Un micro-récit s’amorce : la séquence du déshabillage de Pécuchet. Bouvard, esprit pratique, entreprenant, donne des conseils « vestimentaires » à Pécuchet en se proposant non sans raison comme exemple. Il est vrai que l’invite est encore indirecte, ce qui permet au texte de poursuivre sans relâche ses ajouts indiciels et de connoter l’anticonformisme de Bouvard. La séquence qui ne se clôture par aucune donnée sur la réaction de Pécuchet reste en suspens, ouverture indécise qui paraît gratuite, dont rien ne laisserait prévoir une éventuelle reprise. C’est en ces lieux de pur arbitraire du récit que s’établissent les réseaux d’intrigue à activité retorse. Parce que le premier « engagement » ne fut pas tenu, une seconde invite, à séduction plus opérante, est récidivée, fondant ou cautionnant alors l’inconditionnelle estime que Pécuchet vouera à Bouvard.

« Tout à coup, un ivrogne traversa en zigzag le trottoir ; – et à propos des ouvriers, ils entamèrent une conversation politique. Leurs opinions étaient les mêmes, bien que Bouvard fût peut-être plus libéral. »

Il y a bien sûr de l’arbitraire dans le roman. Encore qu’il faille distinguer du pur phénomène immotivé l’arbitraire fonctionnel qui participe de ce motif abâtardi du Deus ex machina« le hasard fait bien les choses » (41). Inévitables sont les emplois des tout à coup faisant surgir, comme des diablotins de leur boîte, de ces comparses auxiliaires avec le plus grand à propos pour la relance du récit. Réduits à n’être que de simples prétextes, comme ici ivrogne, calèches, couple, ecclésiastique, ces personnages n’assurent pas moins la cohérence du récit, lequel perdrait sans eux toute épaisseur romanesque : l’existence réelle de Bouvard et Pécuchet ne s’anéantit que déjà trop, éclipsée qu’elle est par la scansion envahissante des lectures-réactions, lectures-discussions.

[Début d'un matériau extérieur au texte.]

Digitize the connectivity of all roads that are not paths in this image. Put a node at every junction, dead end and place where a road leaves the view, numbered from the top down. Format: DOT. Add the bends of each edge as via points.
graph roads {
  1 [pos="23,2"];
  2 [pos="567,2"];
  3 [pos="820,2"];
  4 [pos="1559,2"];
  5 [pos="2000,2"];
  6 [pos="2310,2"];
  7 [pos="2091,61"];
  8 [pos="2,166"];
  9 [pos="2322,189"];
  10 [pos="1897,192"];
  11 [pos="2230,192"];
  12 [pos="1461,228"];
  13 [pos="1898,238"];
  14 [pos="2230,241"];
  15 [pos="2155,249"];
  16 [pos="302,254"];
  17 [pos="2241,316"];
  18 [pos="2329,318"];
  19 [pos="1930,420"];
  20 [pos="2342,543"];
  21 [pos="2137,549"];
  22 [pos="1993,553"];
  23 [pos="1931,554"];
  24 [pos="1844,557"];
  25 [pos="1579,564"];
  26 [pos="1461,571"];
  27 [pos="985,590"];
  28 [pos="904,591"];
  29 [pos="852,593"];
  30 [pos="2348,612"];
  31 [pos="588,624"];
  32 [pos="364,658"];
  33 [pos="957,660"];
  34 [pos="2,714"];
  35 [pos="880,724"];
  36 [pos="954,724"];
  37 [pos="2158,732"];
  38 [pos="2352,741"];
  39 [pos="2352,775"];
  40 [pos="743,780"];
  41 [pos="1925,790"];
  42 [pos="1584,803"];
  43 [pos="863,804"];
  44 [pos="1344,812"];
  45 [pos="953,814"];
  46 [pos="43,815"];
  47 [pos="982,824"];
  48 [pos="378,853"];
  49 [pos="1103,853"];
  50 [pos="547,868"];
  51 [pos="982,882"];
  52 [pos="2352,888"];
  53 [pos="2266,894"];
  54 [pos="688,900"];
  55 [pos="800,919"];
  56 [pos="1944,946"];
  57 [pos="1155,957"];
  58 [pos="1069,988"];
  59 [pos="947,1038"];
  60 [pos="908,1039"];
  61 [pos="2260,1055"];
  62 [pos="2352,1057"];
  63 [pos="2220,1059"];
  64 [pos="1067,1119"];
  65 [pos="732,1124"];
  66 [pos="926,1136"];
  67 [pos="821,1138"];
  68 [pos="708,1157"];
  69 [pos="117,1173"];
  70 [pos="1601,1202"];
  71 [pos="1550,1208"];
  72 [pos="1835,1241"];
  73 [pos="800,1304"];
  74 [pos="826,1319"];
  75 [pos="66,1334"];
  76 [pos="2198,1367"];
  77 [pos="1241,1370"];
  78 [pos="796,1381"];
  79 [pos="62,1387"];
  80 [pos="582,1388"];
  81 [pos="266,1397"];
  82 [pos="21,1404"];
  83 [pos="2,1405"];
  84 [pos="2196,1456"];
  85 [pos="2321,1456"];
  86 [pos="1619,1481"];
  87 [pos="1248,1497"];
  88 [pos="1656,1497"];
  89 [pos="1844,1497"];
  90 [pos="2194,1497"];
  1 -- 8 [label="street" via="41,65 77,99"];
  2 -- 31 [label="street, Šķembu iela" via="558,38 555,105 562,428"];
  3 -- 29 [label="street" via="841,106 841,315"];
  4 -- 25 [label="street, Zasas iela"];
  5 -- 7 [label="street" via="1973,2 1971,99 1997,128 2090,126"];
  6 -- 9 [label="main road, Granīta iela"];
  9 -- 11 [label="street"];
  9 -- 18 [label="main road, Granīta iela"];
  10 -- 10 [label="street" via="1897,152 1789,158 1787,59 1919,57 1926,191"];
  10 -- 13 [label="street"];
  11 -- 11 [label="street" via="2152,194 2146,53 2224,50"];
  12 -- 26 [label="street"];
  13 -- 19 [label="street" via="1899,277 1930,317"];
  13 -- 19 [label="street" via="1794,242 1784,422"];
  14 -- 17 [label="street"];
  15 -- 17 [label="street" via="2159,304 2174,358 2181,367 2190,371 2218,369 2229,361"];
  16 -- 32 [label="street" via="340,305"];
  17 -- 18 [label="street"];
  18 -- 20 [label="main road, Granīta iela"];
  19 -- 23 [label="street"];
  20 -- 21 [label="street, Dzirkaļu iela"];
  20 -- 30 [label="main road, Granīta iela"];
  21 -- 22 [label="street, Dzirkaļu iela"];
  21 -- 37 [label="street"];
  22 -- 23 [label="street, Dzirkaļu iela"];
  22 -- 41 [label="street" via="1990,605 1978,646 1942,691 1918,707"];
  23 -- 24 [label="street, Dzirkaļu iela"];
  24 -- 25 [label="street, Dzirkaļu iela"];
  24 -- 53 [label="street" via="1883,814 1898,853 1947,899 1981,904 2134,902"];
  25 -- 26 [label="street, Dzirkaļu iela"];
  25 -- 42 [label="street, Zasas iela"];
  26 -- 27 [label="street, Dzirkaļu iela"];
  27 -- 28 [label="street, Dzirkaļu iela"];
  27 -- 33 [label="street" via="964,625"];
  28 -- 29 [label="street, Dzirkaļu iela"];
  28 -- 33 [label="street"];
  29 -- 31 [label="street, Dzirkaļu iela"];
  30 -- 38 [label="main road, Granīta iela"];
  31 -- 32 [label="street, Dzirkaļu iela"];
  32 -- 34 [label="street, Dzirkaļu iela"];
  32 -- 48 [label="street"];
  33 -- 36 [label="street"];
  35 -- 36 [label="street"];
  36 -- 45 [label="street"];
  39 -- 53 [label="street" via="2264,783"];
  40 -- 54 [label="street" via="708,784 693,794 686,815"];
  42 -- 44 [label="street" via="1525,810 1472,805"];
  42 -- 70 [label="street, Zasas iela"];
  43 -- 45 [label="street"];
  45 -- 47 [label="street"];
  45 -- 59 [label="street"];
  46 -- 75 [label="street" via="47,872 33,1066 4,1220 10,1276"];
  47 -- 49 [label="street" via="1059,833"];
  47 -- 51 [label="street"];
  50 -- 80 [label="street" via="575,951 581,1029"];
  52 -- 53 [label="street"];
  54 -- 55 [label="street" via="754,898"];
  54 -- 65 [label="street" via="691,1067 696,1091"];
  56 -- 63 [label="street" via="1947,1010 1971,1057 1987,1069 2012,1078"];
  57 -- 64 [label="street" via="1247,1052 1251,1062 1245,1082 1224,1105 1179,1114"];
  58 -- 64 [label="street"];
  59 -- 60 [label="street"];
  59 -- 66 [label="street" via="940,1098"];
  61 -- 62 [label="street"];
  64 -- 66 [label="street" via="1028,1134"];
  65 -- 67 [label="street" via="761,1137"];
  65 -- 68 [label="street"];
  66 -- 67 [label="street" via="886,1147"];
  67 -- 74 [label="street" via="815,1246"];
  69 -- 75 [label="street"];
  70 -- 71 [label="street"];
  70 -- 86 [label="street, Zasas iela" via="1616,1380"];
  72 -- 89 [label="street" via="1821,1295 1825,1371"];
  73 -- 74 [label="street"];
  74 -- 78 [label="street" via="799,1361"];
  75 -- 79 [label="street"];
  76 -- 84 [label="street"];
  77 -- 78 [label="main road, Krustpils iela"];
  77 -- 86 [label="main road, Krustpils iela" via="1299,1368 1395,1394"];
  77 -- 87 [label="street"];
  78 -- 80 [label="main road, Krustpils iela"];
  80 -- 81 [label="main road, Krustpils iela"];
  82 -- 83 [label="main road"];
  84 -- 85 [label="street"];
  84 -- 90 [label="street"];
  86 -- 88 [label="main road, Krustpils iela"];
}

Que deviendrait le(ur) roman si des comparses humains, aussi peu crédibles littérairement fussent-ils, aussi évidemment fonctionnels apparaissent-ils, ne l’étayaient ? Que les Chavignollais servent de repoussoir, fort bien, que le monde soit peuplé « jusqu’aux antipodes » de Marescot, de Coulon, de Foureau, c’est parfait sur le plan romanesque : sans ces êtres de papier, le roman s’effondrerait à n’être plus que le recensement critique d’une Fantastique bibliothèque.

L’ivrogne, que la phrase élimine rapidement, n’est important que parce qu’il figure aux deux employés le prolétariat, selon une déduction pour le moins expéditive. L’escamotage du « raisonnement » – l’ivrogne est un ouvrier, les ouvriers s’enivrent, ces deux termes se soutenant l’un l’autre – est profondément révélateur. Mais l’idéologie dont il procède, de qui relève-t-elle ? De Flaubert ? du Narrateur (disons que le premier prête au second sa propre idéologie, ce qui nous autoriserait à rapprocher le mépris affecté par Flaubert envers le Peuple de celui dont le Narrateur, et ses personnages, témoignent çà et là dans le récit) : « Les masses ne seront jamais intelligentes … Vous n’élèverez jamais les parties basses du corps social. Quand le peuple ne croira plus à l’Immaculée conception, il croira aux Tables tournantes … », lettre du 25 janvier 1866 (42). E18 : « (…) reprit Bouvard ; je crois plutôt à la sottise du Peuple. Pense à tous ceux qui achètent la Revalescière, la pommade Dupuytren, l’eau des châtelaines, etc. Ces nigauds forment la masse électorale, et nous subissons leur volonté. »  Les deux ex-copistes éprouvent du reste à l’égard de la foule un constant mépris qu’ils partagent en toute vraisemblance avec leur auteur. Citons par exemple : « Ainsi l’opinion des gens de goût est trompeuse et le jugement de la foule inconcevable. » (à propos d’esthétisme, E17) et « la foule invariablement suit la routine. C’est, au contraire, le petit nombre qui mène le progrès » (E23).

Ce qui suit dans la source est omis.